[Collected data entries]
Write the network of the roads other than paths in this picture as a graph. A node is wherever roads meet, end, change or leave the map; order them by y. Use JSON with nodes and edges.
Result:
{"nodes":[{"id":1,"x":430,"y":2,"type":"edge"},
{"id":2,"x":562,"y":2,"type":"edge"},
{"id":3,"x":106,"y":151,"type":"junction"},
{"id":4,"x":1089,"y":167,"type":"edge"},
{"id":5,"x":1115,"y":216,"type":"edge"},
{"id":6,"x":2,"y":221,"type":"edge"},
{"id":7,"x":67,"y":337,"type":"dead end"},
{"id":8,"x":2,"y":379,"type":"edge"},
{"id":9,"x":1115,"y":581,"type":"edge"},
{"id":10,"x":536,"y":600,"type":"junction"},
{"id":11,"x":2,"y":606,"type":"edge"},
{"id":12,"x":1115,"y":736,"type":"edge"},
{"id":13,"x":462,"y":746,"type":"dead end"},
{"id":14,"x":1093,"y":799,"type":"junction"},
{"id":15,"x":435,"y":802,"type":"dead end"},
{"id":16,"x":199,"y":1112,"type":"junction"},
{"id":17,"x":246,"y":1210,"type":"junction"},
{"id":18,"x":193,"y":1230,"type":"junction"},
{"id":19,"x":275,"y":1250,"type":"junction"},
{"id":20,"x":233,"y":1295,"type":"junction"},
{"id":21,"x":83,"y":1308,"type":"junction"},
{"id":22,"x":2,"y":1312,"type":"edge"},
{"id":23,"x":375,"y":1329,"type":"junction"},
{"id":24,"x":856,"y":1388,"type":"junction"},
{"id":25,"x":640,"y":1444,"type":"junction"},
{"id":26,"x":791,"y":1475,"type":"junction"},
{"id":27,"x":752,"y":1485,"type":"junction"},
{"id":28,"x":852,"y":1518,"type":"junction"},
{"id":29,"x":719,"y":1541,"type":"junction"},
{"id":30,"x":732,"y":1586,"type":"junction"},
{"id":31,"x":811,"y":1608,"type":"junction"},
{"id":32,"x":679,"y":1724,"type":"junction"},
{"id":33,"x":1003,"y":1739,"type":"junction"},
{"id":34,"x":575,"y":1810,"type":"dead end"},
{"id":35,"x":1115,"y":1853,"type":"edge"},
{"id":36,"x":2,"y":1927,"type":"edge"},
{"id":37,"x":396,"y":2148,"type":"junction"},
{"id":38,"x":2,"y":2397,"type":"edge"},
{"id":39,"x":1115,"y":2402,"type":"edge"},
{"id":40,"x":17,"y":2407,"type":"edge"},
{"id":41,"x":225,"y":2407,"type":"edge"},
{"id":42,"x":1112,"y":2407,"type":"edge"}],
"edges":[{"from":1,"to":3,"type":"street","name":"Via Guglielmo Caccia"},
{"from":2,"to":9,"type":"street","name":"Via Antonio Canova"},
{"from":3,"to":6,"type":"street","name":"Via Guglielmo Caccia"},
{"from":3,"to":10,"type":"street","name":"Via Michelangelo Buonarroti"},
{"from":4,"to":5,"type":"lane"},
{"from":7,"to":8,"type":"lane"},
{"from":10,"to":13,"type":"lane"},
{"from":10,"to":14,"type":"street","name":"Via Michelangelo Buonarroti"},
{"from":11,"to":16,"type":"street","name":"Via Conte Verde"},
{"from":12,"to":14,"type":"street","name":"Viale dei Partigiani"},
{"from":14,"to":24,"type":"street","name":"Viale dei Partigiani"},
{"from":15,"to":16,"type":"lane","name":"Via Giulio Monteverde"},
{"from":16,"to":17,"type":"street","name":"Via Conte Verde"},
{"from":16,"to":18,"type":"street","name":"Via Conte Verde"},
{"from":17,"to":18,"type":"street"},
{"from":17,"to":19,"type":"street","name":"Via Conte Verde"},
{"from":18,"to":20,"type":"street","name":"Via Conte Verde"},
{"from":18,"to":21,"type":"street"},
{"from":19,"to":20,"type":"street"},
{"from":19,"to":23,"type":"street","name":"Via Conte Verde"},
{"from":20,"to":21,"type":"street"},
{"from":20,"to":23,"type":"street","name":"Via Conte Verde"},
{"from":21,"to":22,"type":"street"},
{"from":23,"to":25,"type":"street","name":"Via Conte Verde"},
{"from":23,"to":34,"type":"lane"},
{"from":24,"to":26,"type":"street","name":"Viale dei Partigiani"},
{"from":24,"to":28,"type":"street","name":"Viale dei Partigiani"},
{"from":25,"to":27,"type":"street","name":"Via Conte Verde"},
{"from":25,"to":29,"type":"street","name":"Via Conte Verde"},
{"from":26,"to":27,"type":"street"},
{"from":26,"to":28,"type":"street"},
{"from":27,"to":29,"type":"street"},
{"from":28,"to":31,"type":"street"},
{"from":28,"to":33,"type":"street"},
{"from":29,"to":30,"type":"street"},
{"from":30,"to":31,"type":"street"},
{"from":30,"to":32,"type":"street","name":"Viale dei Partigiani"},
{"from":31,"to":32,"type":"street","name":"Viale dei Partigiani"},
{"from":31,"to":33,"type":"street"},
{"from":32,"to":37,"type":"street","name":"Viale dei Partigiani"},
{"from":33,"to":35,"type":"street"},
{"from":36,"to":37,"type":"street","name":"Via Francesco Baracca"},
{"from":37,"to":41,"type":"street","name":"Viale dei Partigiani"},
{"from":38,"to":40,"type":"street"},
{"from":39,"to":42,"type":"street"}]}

PROBLEM DETAILS: Please repeat the data in full so that nothing differs from the original.

EXERCISE SOLUTION:
Write the network of the roads other than paths in this picture as a graph. A node is wherever roads meet, end, change or leave the map; order them by y. Use JSON with nodes and edges.
Result:
{"nodes":[{"id":1,"x":430,"y":2,"type":"edge"},
{"id":2,"x":562,"y":2,"type":"edge"},
{"id":3,"x":106,"y":151,"type":"junction"},
{"id":4,"x":1089,"y":167,"type":"edge"},
{"id":5,"x":1115,"y":216,"type":"edge"},
{"id":6,"x":2,"y":221,"type":"edge"},
{"id":7,"x":67,"y":337,"type":"dead end"},
{"id":8,"x":2,"y":379,"type":"edge"},
{"id":9,"x":1115,"y":581,"type":"edge"},
{"id":10,"x":536,"y":600,"type":"junction"},
{"id":11,"x":2,"y":606,"type":"edge"},
{"id":12,"x":1115,"y":736,"type":"edge"},
{"id":13,"x":462,"y":746,"type":"dead end"},
{"id":14,"x":1093,"y":799,"type":"junction"},
{"id":15,"x":435,"y":802,"type":"dead end"},
{"id":16,"x":199,"y":1112,"type":"junction"},
{"id":17,"x":246,"y":1210,"type":"junction"},
{"id":18,"x":193,"y":1230,"type":"junction"},
{"id":19,"x":275,"y":1250,"type":"junction"},
{"id":20,"x":233,"y":1295,"type":"junction"},
{"id":21,"x":83,"y":1308,"type":"junction"},
{"id":22,"x":2,"y":1312,"type":"edge"},
{"id":23,"x":375,"y":1329,"type":"junction"},
{"id":24,"x":856,"y":1388,"type":"junction"},
{"id":25,"x":640,"y":1444,"type":"junction"},
{"id":26,"x":791,"y":1475,"type":"junction"},
{"id":27,"x":752,"y":1485,"type":"junction"},
{"id":28,"x":852,"y":1518,"type":"junction"},
{"id":29,"x":719,"y":1541,"type":"junction"},
{"id":30,"x":732,"y":1586,"type":"junction"},
{"id":31,"x":811,"y":1608,"type":"junction"},
{"id":32,"x":679,"y":1724,"type":"junction"},
{"id":33,"x":1003,"y":1739,"type":"junction"},
{"id":34,"x":575,"y":1810,"type":"dead end"},
{"id":35,"x":1115,"y":1853,"type":"edge"},
{"id":36,"x":2,"y":1927,"type":"edge"},
{"id":37,"x":396,"y":2148,"type":"junction"},
{"id":38,"x":2,"y":2397,"type":"edge"},
{"id":39,"x":1115,"y":2402,"type":"edge"},
{"id":40,"x":17,"y":2407,"type":"edge"},
{"id":41,"x":225,"y":2407,"type":"edge"},
{"id":42,"x":1112,"y":2407,"type":"edge"}],
"edges":[{"from":1,"to":3,"type":"street","name":"Via Guglielmo Caccia"},
{"from":2,"to":9,"type":"street","name":"Via Antonio Canova"},
{"from":3,"to":6,"type":"street","name":"Via Guglielmo Caccia"},
{"from":3,"to":10,"type":"street","name":"Via Michelangelo Buonarroti"},
{"from":4,"to":5,"type":"lane"},
{"from":7,"to":8,"type":"lane"},
{"from":10,"to":13,"type":"lane"},
{"from":10,"to":14,"type":"street","name":"Via Michelangelo Buonarroti"},
{"from":11,"to":16,"type":"street","name":"Via Conte Verde"},
{"from":12,"to":14,"type":"street","name":"Viale dei Partigiani"},
{"from":14,"to":24,"type":"street","name":"Viale dei Partigiani"},
{"from":15,"to":16,"type":"lane","name":"Via Giulio Monteverde"},
{"from":16,"to":17,"type":"street","name":"Via Conte Verde"},
{"from":16,"to":18,"type":"street","name":"Via Conte Verde"},
{"from":17,"to":18,"type":"street"},
{"from":17,"to":19,"type":"street","name":"Via Conte Verde"},
{"from":18,"to":20,"type":"street","name":"Via Conte Verde"},
{"from":18,"to":21,"type":"street"},
{"from":19,"to":20,"type":"street"},
{"from":19,"to":23,"type":"street","name":"Via Conte Verde"},
{"from":20,"to":21,"type":"street"},
{"from":20,"to":23,"type":"street","name":"Via Conte Verde"},
{"from":21,"to":22,"type":"street"},
{"from":23,"to":25,"type":"street","name":"Via Conte Verde"},
{"from":23,"to":34,"type":"lane"},
{"from":24,"to":26,"type":"street","name":"Viale dei Partigiani"},
{"from":24,"to":28,"type":"street","name":"Viale dei Partigiani"},
{"from":25,"to":27,"type":"street","name":"Via Conte Verde"},
{"from":25,"to":29,"type":"street","name":"Via Conte Verde"},
{"from":26,"to":27,"type":"street"},
{"from":26,"to":28,"type":"street"},
{"from":27,"to":29,"type":"street"},
{"from":28,"to":31,"type":"street"},
{"from":28,"to":33,"type":"street"},
{"from":29,"to":30,"type":"street"},
{"from":30,"to":31,"type":"street"},
{"from":30,"to":32,"type":"street","name":"Viale dei Partigiani"},
{"from":31,"to":32,"type":"street","name":"Viale dei Partigiani"},
{"from":31,"to":33,"type":"street"},
{"from":32,"to":37,"type":"street","name":"Viale dei Partigiani"},
{"from":33,"to":35,"type":"street"},
{"from":36,"to":37,"type":"street","name":"Via Francesco Baracca"},
{"from":37,"to":41,"type":"street","name":"Viale dei Partigiani"},
{"from":38,"to":40,"type":"street"},
{"from":39,"to":42,"type":"street"}]}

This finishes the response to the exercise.